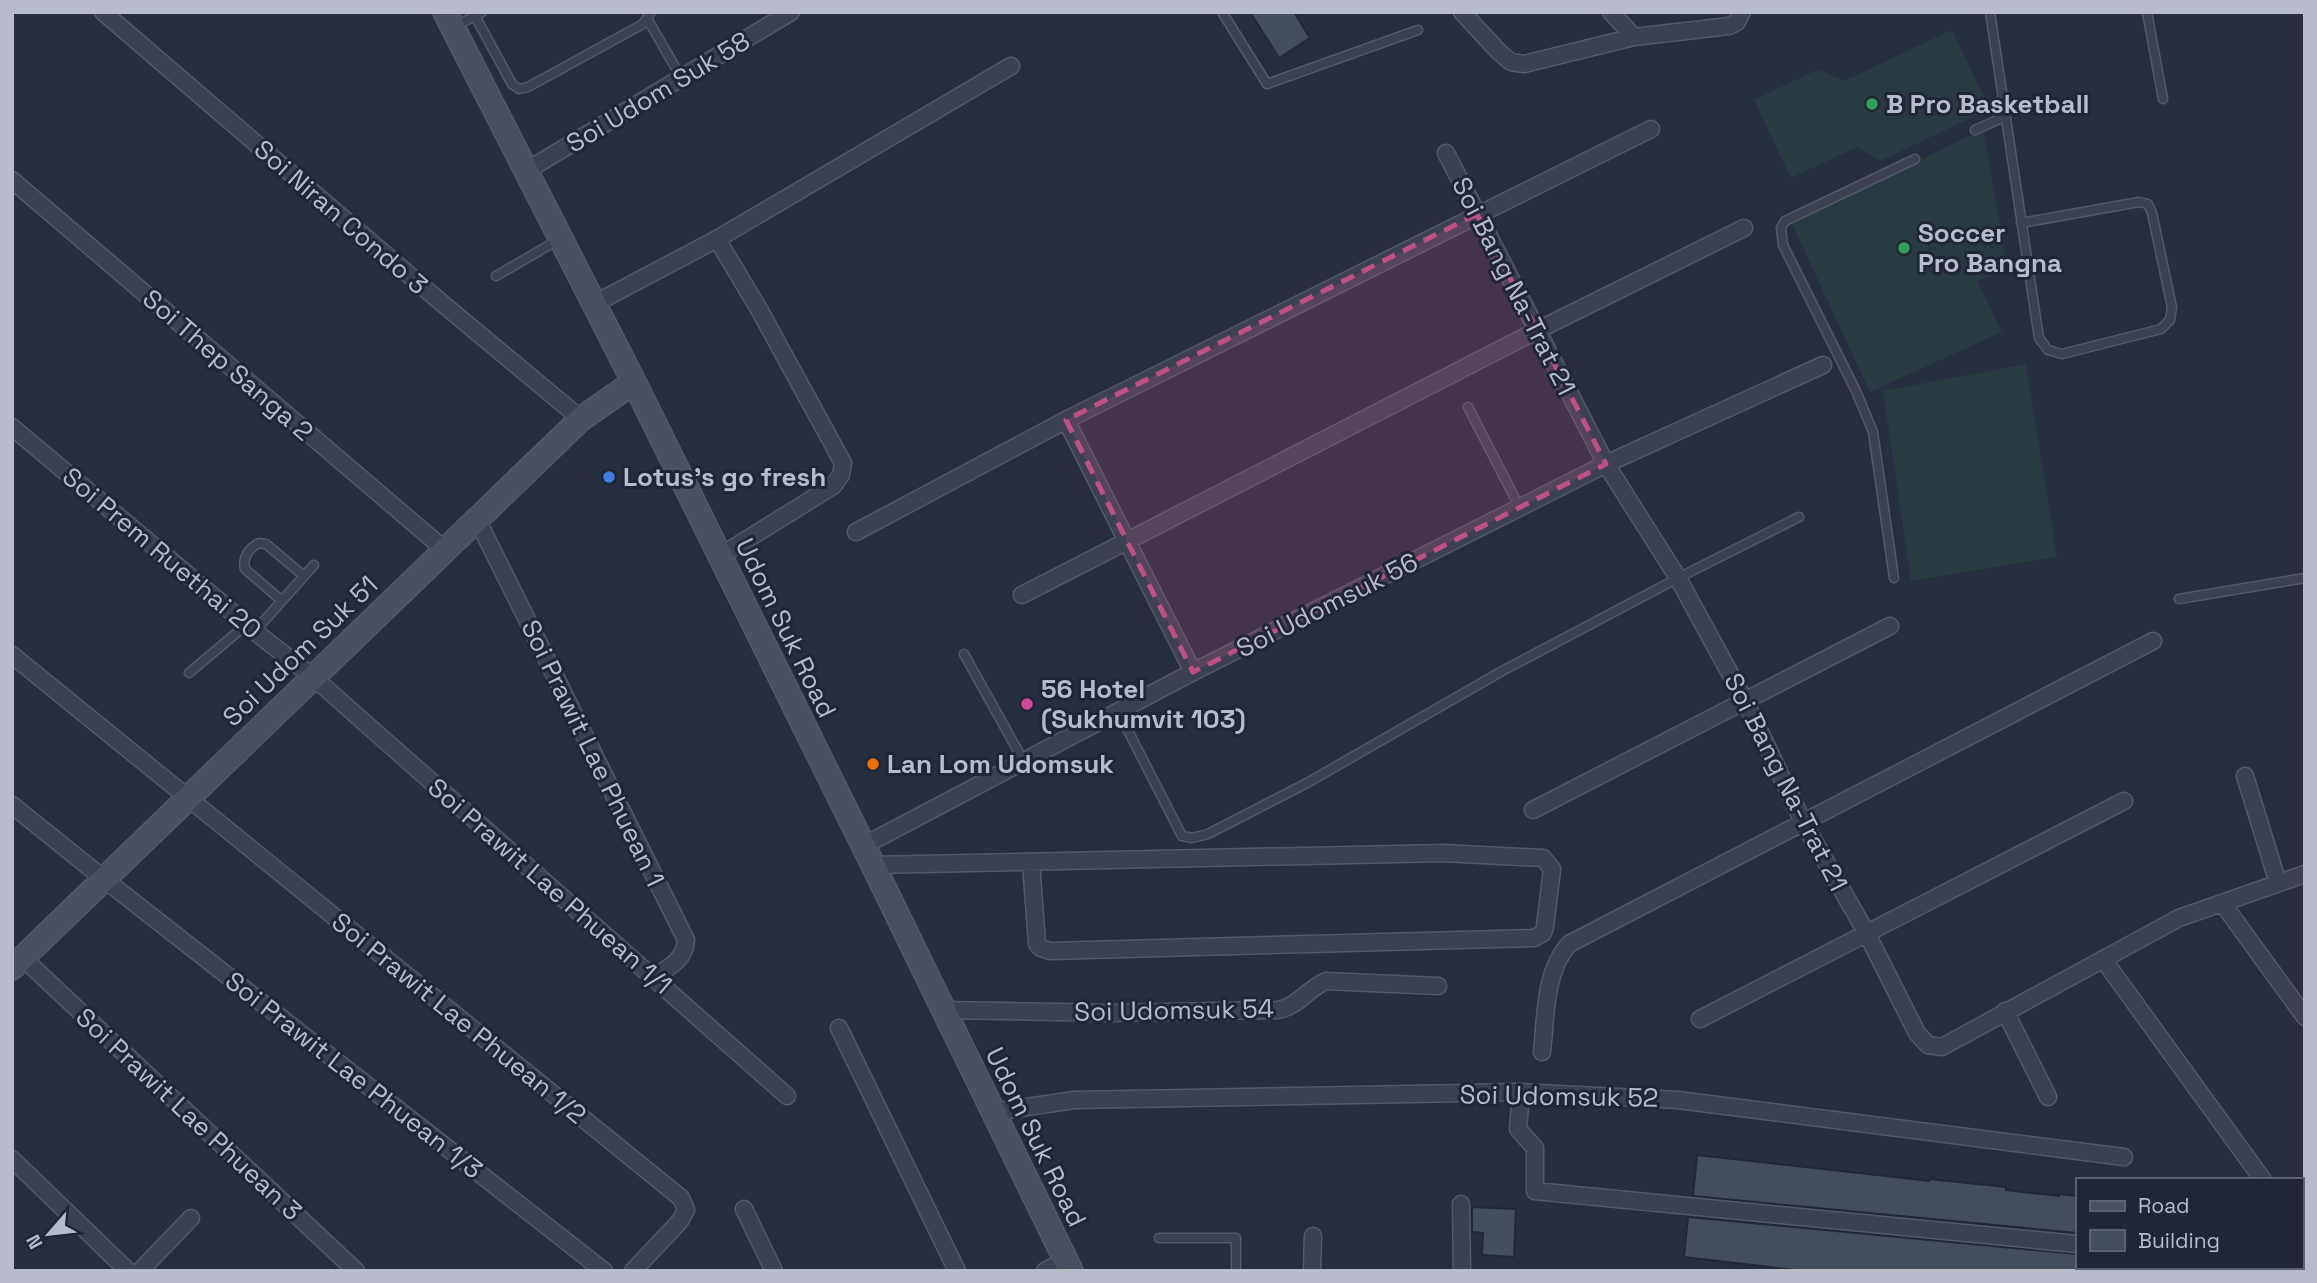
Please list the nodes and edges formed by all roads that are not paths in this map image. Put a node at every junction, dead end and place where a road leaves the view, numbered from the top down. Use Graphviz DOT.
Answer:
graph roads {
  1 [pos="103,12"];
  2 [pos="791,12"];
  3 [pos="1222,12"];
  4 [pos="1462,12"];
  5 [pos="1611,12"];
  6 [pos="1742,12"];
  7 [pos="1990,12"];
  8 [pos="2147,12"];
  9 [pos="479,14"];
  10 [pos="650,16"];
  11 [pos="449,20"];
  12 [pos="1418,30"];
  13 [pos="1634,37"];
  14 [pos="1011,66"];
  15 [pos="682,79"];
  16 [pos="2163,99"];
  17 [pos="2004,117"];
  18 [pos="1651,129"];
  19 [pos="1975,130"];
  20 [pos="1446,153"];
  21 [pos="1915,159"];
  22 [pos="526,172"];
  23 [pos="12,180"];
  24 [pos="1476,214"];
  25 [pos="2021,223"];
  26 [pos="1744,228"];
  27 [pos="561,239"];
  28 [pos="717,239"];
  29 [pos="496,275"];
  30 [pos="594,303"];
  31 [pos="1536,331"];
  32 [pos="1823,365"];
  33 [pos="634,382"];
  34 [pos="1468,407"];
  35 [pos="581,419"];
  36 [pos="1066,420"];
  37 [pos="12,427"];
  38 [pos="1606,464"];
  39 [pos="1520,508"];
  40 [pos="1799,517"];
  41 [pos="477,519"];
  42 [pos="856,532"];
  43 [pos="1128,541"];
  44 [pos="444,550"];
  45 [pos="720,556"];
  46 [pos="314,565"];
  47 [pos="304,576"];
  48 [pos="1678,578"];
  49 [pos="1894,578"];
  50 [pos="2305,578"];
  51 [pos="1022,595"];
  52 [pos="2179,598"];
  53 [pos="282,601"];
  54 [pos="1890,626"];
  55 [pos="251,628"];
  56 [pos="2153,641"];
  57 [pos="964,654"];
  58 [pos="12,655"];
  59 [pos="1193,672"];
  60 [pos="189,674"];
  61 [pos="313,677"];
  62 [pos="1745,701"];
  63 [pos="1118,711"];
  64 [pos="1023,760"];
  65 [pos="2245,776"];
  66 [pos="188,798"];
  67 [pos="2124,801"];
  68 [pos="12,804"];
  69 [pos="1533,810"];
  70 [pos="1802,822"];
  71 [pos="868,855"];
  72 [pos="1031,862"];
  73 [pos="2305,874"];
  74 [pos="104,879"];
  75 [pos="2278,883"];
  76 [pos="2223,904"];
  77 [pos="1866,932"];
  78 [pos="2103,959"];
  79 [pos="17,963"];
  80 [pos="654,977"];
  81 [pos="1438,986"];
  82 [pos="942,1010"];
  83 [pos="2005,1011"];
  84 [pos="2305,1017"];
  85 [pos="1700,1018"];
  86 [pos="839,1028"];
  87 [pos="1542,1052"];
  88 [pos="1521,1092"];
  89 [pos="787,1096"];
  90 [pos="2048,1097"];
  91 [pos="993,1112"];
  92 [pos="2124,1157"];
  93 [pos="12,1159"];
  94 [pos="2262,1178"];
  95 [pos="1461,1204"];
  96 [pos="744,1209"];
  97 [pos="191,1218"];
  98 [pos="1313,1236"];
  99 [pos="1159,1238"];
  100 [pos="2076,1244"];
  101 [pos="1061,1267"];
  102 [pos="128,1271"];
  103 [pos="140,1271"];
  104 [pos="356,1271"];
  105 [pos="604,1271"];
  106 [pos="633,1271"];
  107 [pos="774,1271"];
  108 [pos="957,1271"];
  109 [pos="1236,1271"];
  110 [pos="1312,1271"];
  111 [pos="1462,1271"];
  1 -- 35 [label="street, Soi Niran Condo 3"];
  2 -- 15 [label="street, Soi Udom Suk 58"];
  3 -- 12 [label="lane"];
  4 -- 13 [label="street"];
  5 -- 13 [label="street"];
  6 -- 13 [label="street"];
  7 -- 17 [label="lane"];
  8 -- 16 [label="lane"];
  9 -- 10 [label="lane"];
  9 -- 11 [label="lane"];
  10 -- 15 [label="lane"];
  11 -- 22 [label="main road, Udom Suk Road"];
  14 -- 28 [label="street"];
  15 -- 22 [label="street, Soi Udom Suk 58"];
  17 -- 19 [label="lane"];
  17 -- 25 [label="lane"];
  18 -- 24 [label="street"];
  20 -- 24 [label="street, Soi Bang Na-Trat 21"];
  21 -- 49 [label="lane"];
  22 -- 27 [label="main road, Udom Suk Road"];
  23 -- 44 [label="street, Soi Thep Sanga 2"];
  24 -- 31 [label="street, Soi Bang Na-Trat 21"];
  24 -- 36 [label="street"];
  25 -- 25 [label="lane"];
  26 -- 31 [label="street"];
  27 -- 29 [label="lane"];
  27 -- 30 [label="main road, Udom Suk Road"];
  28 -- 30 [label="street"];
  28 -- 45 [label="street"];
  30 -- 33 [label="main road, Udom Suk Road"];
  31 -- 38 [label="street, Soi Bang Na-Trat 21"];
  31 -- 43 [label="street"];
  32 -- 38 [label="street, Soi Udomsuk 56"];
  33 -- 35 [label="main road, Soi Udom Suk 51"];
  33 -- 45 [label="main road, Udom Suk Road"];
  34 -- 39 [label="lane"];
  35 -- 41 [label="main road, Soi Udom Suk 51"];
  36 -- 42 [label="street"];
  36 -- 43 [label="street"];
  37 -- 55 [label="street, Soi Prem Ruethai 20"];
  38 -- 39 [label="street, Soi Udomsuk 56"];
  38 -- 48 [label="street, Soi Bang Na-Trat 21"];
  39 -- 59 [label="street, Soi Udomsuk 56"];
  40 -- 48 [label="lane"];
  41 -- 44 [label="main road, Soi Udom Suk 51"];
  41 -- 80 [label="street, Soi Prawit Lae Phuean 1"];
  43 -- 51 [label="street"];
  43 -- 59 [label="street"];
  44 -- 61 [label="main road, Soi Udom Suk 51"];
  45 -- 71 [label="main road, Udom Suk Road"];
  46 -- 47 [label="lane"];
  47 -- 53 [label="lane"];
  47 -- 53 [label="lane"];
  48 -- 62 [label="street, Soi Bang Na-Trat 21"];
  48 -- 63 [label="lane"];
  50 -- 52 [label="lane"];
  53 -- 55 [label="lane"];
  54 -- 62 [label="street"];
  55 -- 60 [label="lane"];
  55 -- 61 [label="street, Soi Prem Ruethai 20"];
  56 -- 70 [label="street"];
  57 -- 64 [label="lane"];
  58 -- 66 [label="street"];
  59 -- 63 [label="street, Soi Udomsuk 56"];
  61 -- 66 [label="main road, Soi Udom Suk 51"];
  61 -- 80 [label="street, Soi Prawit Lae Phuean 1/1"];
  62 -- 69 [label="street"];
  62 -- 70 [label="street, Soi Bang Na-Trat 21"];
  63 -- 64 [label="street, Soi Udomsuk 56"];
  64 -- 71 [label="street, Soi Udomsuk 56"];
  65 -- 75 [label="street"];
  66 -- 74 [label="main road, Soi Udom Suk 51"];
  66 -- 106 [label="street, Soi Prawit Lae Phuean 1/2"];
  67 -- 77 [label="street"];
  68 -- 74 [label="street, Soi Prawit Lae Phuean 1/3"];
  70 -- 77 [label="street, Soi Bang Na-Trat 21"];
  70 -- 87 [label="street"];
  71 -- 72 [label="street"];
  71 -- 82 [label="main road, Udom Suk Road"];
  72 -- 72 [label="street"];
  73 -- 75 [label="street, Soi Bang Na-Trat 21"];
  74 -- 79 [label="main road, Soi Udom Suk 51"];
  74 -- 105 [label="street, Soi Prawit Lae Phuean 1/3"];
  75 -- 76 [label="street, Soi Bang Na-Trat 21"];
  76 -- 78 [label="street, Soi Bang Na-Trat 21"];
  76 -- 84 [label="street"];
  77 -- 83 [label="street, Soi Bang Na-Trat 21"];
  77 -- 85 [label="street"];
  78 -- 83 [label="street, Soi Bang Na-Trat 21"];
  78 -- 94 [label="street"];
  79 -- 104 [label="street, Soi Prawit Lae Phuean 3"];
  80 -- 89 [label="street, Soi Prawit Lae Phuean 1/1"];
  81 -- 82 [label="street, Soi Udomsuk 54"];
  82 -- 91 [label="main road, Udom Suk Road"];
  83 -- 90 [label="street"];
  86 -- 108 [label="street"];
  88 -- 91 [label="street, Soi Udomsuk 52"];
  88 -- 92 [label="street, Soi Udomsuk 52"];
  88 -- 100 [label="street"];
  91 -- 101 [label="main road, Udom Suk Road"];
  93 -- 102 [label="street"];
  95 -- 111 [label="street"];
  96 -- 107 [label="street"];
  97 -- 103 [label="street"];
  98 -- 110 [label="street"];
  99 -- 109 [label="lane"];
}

☆ ☆ ☆ ☆ ☆ ☆ ☆

> **ASSIGNED TASK**:
Every line above that carries the string "Ruethai" should be copied.

> **RESULT FOR THIS TASK**:
  37 -- 55 [label="street, Soi Prem Ruethai 20"];
  55 -- 61 [label="street, Soi Prem Ruethai 20"];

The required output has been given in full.